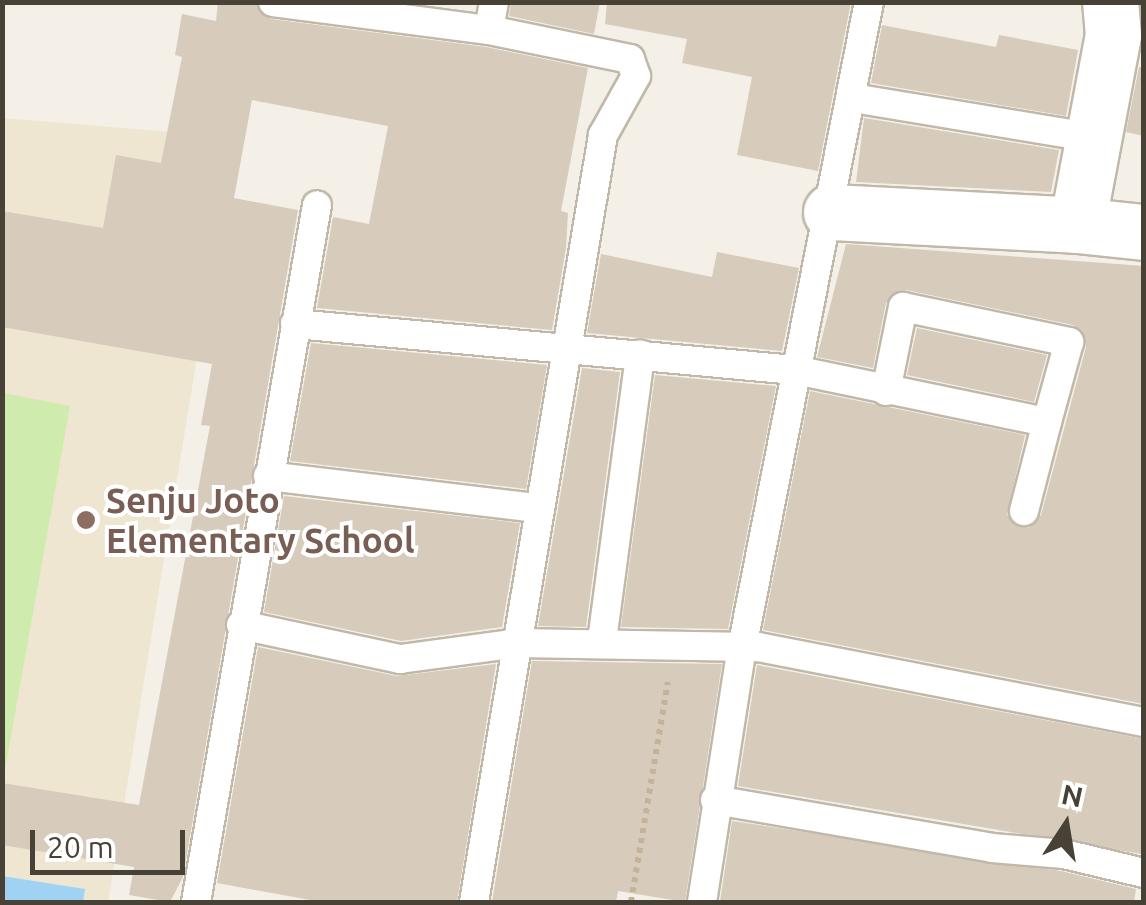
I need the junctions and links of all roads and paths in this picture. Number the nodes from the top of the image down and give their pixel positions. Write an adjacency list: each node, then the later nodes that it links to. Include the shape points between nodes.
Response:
1 (273, 2): 3 (lane)
2 (869, 2): 5 (lane)
3 (491, 16): 12 (lane, via 630,59 636,76 603,135)
4 (1122, 27): 6 (street)
5 (853, 98): 6 (lane); 8 (lane)
6 (1094, 138): 9 (street)
7 (317, 205): 11 (lane)
8 (831, 212): 9 (street); 14 (lane)
9 (1077, 225): 10 (street)
10 (1144, 232)
11 (295, 324): 12 (lane); 17 (lane)
12 (564, 351): 13 (lane); 18 (lane)
13 (640, 355): 14 (lane); 21 (lane)
14 (794, 370): 15 (lane); 24 (lane)
15 (886, 391): 16 (lane); 16 (lane, via 903,307 1069,342)
16 (1047, 422): 19 (lane)
17 (268, 476): 18 (lane); 20 (lane)
18 (538, 508): 22 (lane)
19 (1024, 510)
20 (240, 625): 22 (lane, via 400,659); 28 (lane)
21 (602, 641): 22 (lane); 23 (lane)
22 (518, 642): 29 (lane)
23 (675, 642): 24 (lane); 30 (path)
24 (742, 648): 25 (lane); 26 (lane)
25 (1144, 722)
26 (715, 800): 27 (lane, via 992,848 1064,854); 31 (lane)
27 (1144, 873)
28 (196, 902)
29 (474, 902)
30 (631, 902)
31 (702, 902)

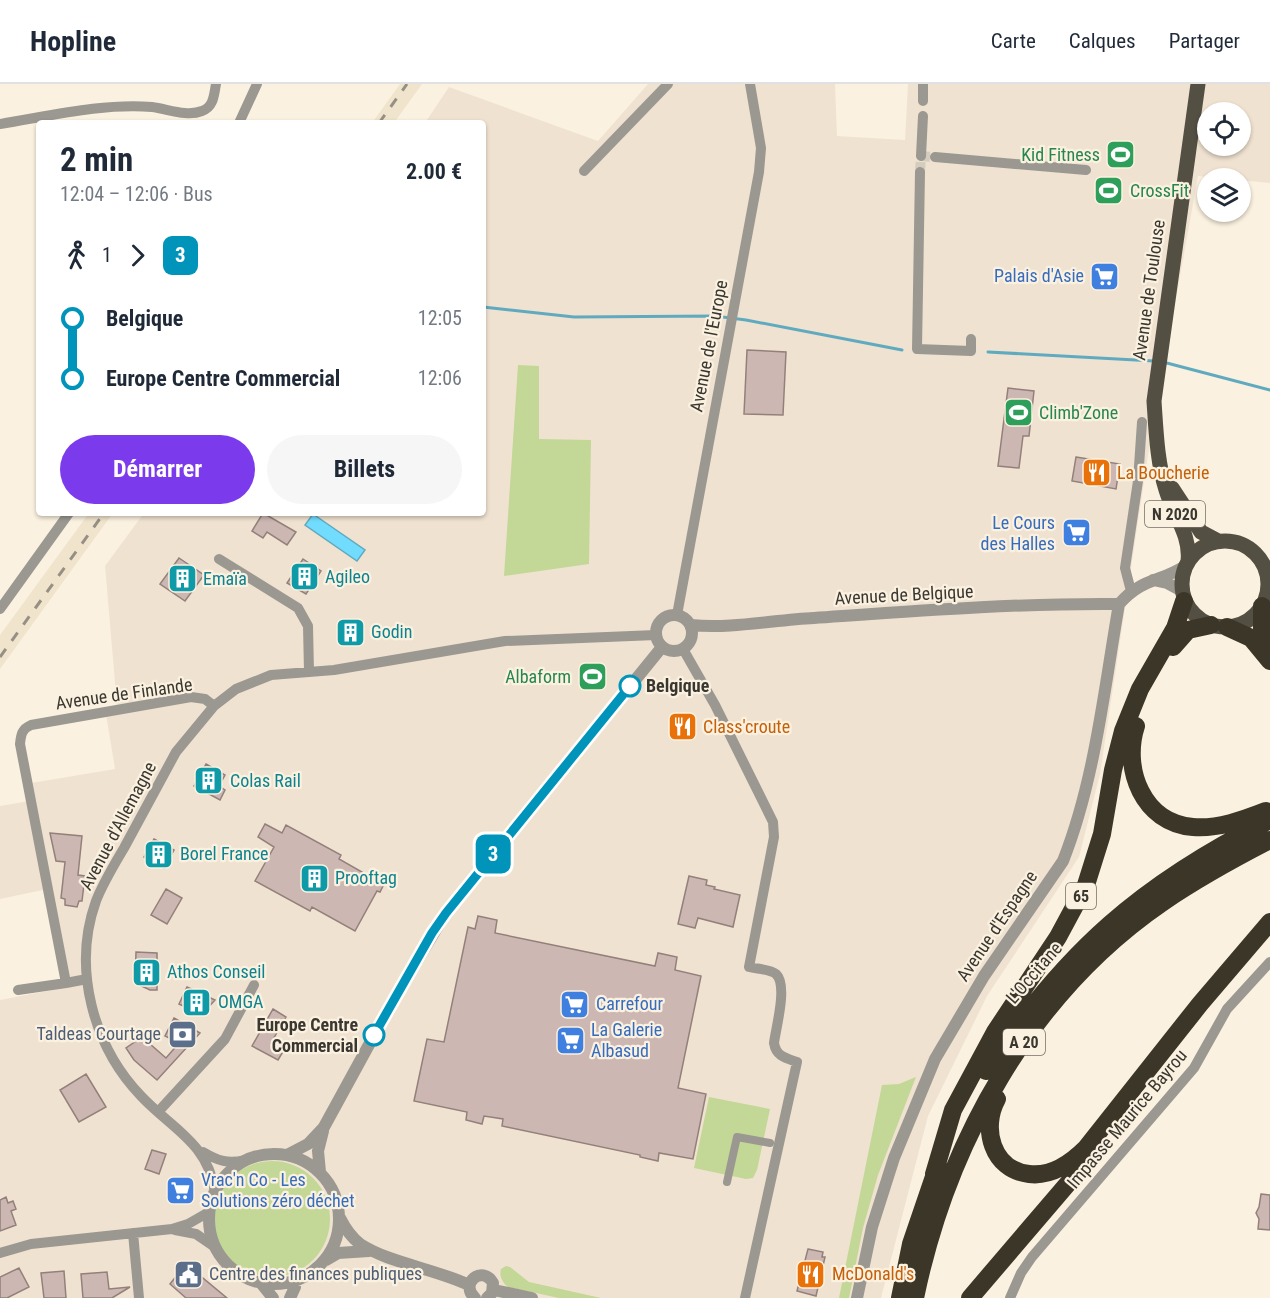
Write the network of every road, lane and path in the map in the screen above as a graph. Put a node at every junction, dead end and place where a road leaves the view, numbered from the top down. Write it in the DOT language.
================
• Your objective: Counting only lines that hold "down", report how many there are in the records above, as a bare number.

• Answer: 2